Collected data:
........
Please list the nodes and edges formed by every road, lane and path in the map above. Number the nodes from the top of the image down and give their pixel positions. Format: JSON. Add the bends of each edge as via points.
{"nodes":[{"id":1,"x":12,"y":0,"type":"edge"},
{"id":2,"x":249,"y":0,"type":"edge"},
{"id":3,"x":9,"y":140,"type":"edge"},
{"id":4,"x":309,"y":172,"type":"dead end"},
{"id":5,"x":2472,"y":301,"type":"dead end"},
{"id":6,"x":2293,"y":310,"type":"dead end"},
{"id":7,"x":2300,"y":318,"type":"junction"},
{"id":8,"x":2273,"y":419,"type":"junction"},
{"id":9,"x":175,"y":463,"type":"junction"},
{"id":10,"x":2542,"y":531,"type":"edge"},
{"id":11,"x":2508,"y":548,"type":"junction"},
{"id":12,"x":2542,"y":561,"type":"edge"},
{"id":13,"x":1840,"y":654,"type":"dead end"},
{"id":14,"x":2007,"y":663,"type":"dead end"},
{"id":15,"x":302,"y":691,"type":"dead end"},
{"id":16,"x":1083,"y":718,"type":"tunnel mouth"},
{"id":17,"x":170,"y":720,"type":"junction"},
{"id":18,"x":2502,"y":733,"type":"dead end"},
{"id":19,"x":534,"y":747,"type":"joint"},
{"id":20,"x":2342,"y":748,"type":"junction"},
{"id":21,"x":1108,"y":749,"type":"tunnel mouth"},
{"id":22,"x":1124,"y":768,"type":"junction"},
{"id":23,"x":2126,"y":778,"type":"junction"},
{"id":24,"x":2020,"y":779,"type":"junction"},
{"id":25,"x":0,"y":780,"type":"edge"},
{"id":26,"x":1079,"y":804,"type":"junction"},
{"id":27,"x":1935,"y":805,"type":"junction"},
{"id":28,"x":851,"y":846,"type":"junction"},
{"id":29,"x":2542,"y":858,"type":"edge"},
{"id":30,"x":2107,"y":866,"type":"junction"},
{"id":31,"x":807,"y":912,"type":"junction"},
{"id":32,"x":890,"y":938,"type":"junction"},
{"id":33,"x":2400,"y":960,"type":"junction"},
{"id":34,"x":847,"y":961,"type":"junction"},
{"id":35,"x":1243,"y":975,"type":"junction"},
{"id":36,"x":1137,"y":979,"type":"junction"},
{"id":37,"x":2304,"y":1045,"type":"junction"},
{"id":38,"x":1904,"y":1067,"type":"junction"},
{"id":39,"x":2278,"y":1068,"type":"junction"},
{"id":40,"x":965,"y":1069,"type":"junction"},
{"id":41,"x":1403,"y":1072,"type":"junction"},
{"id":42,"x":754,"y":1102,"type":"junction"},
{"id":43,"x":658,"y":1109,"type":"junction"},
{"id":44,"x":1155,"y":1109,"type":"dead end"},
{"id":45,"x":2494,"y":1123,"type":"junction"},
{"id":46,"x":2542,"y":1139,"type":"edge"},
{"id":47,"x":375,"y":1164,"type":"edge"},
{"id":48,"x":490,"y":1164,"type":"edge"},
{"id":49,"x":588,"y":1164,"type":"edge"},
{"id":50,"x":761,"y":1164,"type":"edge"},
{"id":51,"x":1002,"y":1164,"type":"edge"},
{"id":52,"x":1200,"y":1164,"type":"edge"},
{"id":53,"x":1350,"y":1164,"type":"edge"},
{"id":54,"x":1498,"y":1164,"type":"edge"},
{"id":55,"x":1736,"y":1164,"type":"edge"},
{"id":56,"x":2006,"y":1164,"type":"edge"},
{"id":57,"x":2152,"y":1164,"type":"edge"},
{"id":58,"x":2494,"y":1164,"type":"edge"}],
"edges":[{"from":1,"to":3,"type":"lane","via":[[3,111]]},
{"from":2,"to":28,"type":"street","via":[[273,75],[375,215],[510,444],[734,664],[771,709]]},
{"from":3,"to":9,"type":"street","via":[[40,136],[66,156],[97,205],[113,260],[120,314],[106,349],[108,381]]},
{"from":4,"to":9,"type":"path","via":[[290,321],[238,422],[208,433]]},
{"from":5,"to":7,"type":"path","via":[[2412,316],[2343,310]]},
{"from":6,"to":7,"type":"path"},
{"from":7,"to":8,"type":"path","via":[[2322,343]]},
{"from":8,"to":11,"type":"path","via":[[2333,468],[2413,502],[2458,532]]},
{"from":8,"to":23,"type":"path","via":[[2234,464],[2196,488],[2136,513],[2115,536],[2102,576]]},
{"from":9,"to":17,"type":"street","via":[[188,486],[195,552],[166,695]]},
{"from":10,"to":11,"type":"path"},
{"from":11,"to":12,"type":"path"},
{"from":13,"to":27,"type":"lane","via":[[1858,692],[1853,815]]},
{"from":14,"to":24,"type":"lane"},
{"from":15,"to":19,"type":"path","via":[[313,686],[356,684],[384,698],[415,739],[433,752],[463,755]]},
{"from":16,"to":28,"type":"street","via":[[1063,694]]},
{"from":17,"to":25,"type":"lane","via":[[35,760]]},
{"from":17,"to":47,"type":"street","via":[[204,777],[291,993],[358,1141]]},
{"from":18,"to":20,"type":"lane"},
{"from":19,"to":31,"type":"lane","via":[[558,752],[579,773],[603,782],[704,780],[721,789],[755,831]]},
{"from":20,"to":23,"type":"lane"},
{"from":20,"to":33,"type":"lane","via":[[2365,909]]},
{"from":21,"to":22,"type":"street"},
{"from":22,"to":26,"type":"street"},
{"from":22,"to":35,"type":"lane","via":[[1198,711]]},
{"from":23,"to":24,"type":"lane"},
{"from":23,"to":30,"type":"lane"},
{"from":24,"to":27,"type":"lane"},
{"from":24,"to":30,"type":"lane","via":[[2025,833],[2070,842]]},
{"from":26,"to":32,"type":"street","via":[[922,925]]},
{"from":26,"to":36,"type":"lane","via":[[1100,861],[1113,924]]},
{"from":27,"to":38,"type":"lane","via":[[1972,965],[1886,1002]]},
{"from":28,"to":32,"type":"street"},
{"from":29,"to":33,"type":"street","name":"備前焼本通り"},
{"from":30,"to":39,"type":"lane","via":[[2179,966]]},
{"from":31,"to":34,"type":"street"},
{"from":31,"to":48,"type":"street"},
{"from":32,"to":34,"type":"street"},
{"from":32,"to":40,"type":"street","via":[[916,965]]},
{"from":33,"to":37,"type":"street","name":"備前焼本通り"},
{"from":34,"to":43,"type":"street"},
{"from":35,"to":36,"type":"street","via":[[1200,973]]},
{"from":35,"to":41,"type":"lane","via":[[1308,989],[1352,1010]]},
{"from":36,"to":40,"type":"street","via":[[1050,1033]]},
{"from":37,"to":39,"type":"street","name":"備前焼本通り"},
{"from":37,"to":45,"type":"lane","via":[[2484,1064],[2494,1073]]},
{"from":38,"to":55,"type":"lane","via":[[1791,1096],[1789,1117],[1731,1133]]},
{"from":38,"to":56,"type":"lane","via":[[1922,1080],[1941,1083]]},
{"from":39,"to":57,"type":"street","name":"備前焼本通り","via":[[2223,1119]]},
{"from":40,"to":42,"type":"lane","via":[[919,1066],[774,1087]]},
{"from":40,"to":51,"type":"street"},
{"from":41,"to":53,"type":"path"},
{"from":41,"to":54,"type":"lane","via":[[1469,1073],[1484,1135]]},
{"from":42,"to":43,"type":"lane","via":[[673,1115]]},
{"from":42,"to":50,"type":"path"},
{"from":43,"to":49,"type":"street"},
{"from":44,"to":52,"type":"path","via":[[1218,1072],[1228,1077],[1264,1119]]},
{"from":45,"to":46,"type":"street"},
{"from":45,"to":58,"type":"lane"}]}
........
WHAT IS NEEDED: The records above should be given again in full, exactly as written.

EXERCISE RESPONSE:
Please list the nodes and edges formed by every road, lane and path in the map above. Number the nodes from the top of the image down and give their pixel positions. Format: JSON. Add the bends of each edge as via points.
{"nodes":[{"id":1,"x":12,"y":0,"type":"edge"},
{"id":2,"x":249,"y":0,"type":"edge"},
{"id":3,"x":9,"y":140,"type":"edge"},
{"id":4,"x":309,"y":172,"type":"dead end"},
{"id":5,"x":2472,"y":301,"type":"dead end"},
{"id":6,"x":2293,"y":310,"type":"dead end"},
{"id":7,"x":2300,"y":318,"type":"junction"},
{"id":8,"x":2273,"y":419,"type":"junction"},
{"id":9,"x":175,"y":463,"type":"junction"},
{"id":10,"x":2542,"y":531,"type":"edge"},
{"id":11,"x":2508,"y":548,"type":"junction"},
{"id":12,"x":2542,"y":561,"type":"edge"},
{"id":13,"x":1840,"y":654,"type":"dead end"},
{"id":14,"x":2007,"y":663,"type":"dead end"},
{"id":15,"x":302,"y":691,"type":"dead end"},
{"id":16,"x":1083,"y":718,"type":"tunnel mouth"},
{"id":17,"x":170,"y":720,"type":"junction"},
{"id":18,"x":2502,"y":733,"type":"dead end"},
{"id":19,"x":534,"y":747,"type":"joint"},
{"id":20,"x":2342,"y":748,"type":"junction"},
{"id":21,"x":1108,"y":749,"type":"tunnel mouth"},
{"id":22,"x":1124,"y":768,"type":"junction"},
{"id":23,"x":2126,"y":778,"type":"junction"},
{"id":24,"x":2020,"y":779,"type":"junction"},
{"id":25,"x":0,"y":780,"type":"edge"},
{"id":26,"x":1079,"y":804,"type":"junction"},
{"id":27,"x":1935,"y":805,"type":"junction"},
{"id":28,"x":851,"y":846,"type":"junction"},
{"id":29,"x":2542,"y":858,"type":"edge"},
{"id":30,"x":2107,"y":866,"type":"junction"},
{"id":31,"x":807,"y":912,"type":"junction"},
{"id":32,"x":890,"y":938,"type":"junction"},
{"id":33,"x":2400,"y":960,"type":"junction"},
{"id":34,"x":847,"y":961,"type":"junction"},
{"id":35,"x":1243,"y":975,"type":"junction"},
{"id":36,"x":1137,"y":979,"type":"junction"},
{"id":37,"x":2304,"y":1045,"type":"junction"},
{"id":38,"x":1904,"y":1067,"type":"junction"},
{"id":39,"x":2278,"y":1068,"type":"junction"},
{"id":40,"x":965,"y":1069,"type":"junction"},
{"id":41,"x":1403,"y":1072,"type":"junction"},
{"id":42,"x":754,"y":1102,"type":"junction"},
{"id":43,"x":658,"y":1109,"type":"junction"},
{"id":44,"x":1155,"y":1109,"type":"dead end"},
{"id":45,"x":2494,"y":1123,"type":"junction"},
{"id":46,"x":2542,"y":1139,"type":"edge"},
{"id":47,"x":375,"y":1164,"type":"edge"},
{"id":48,"x":490,"y":1164,"type":"edge"},
{"id":49,"x":588,"y":1164,"type":"edge"},
{"id":50,"x":761,"y":1164,"type":"edge"},
{"id":51,"x":1002,"y":1164,"type":"edge"},
{"id":52,"x":1200,"y":1164,"type":"edge"},
{"id":53,"x":1350,"y":1164,"type":"edge"},
{"id":54,"x":1498,"y":1164,"type":"edge"},
{"id":55,"x":1736,"y":1164,"type":"edge"},
{"id":56,"x":2006,"y":1164,"type":"edge"},
{"id":57,"x":2152,"y":1164,"type":"edge"},
{"id":58,"x":2494,"y":1164,"type":"edge"}],
"edges":[{"from":1,"to":3,"type":"lane","via":[[3,111]]},
{"from":2,"to":28,"type":"street","via":[[273,75],[375,215],[510,444],[734,664],[771,709]]},
{"from":3,"to":9,"type":"street","via":[[40,136],[66,156],[97,205],[113,260],[120,314],[106,349],[108,381]]},
{"from":4,"to":9,"type":"path","via":[[290,321],[238,422],[208,433]]},
{"from":5,"to":7,"type":"path","via":[[2412,316],[2343,310]]},
{"from":6,"to":7,"type":"path"},
{"from":7,"to":8,"type":"path","via":[[2322,343]]},
{"from":8,"to":11,"type":"path","via":[[2333,468],[2413,502],[2458,532]]},
{"from":8,"to":23,"type":"path","via":[[2234,464],[2196,488],[2136,513],[2115,536],[2102,576]]},
{"from":9,"to":17,"type":"street","via":[[188,486],[195,552],[166,695]]},
{"from":10,"to":11,"type":"path"},
{"from":11,"to":12,"type":"path"},
{"from":13,"to":27,"type":"lane","via":[[1858,692],[1853,815]]},
{"from":14,"to":24,"type":"lane"},
{"from":15,"to":19,"type":"path","via":[[313,686],[356,684],[384,698],[415,739],[433,752],[463,755]]},
{"from":16,"to":28,"type":"street","via":[[1063,694]]},
{"from":17,"to":25,"type":"lane","via":[[35,760]]},
{"from":17,"to":47,"type":"street","via":[[204,777],[291,993],[358,1141]]},
{"from":18,"to":20,"type":"lane"},
{"from":19,"to":31,"type":"lane","via":[[558,752],[579,773],[603,782],[704,780],[721,789],[755,831]]},
{"from":20,"to":23,"type":"lane"},
{"from":20,"to":33,"type":"lane","via":[[2365,909]]},
{"from":21,"to":22,"type":"street"},
{"from":22,"to":26,"type":"street"},
{"from":22,"to":35,"type":"lane","via":[[1198,711]]},
{"from":23,"to":24,"type":"lane"},
{"from":23,"to":30,"type":"lane"},
{"from":24,"to":27,"type":"lane"},
{"from":24,"to":30,"type":"lane","via":[[2025,833],[2070,842]]},
{"from":26,"to":32,"type":"street","via":[[922,925]]},
{"from":26,"to":36,"type":"lane","via":[[1100,861],[1113,924]]},
{"from":27,"to":38,"type":"lane","via":[[1972,965],[1886,1002]]},
{"from":28,"to":32,"type":"street"},
{"from":29,"to":33,"type":"street","name":"備前焼本通り"},
{"from":30,"to":39,"type":"lane","via":[[2179,966]]},
{"from":31,"to":34,"type":"street"},
{"from":31,"to":48,"type":"street"},
{"from":32,"to":34,"type":"street"},
{"from":32,"to":40,"type":"street","via":[[916,965]]},
{"from":33,"to":37,"type":"street","name":"備前焼本通り"},
{"from":34,"to":43,"type":"street"},
{"from":35,"to":36,"type":"street","via":[[1200,973]]},
{"from":35,"to":41,"type":"lane","via":[[1308,989],[1352,1010]]},
{"from":36,"to":40,"type":"street","via":[[1050,1033]]},
{"from":37,"to":39,"type":"street","name":"備前焼本通り"},
{"from":37,"to":45,"type":"lane","via":[[2484,1064],[2494,1073]]},
{"from":38,"to":55,"type":"lane","via":[[1791,1096],[1789,1117],[1731,1133]]},
{"from":38,"to":56,"type":"lane","via":[[1922,1080],[1941,1083]]},
{"from":39,"to":57,"type":"street","name":"備前焼本通り","via":[[2223,1119]]},
{"from":40,"to":42,"type":"lane","via":[[919,1066],[774,1087]]},
{"from":40,"to":51,"type":"street"},
{"from":41,"to":53,"type":"path"},
{"from":41,"to":54,"type":"lane","via":[[1469,1073],[1484,1135]]},
{"from":42,"to":43,"type":"lane","via":[[673,1115]]},
{"from":42,"to":50,"type":"path"},
{"from":43,"to":49,"type":"street"},
{"from":44,"to":52,"type":"path","via":[[1218,1072],[1228,1077],[1264,1119]]},
{"from":45,"to":46,"type":"street"},
{"from":45,"to":58,"type":"lane"}]}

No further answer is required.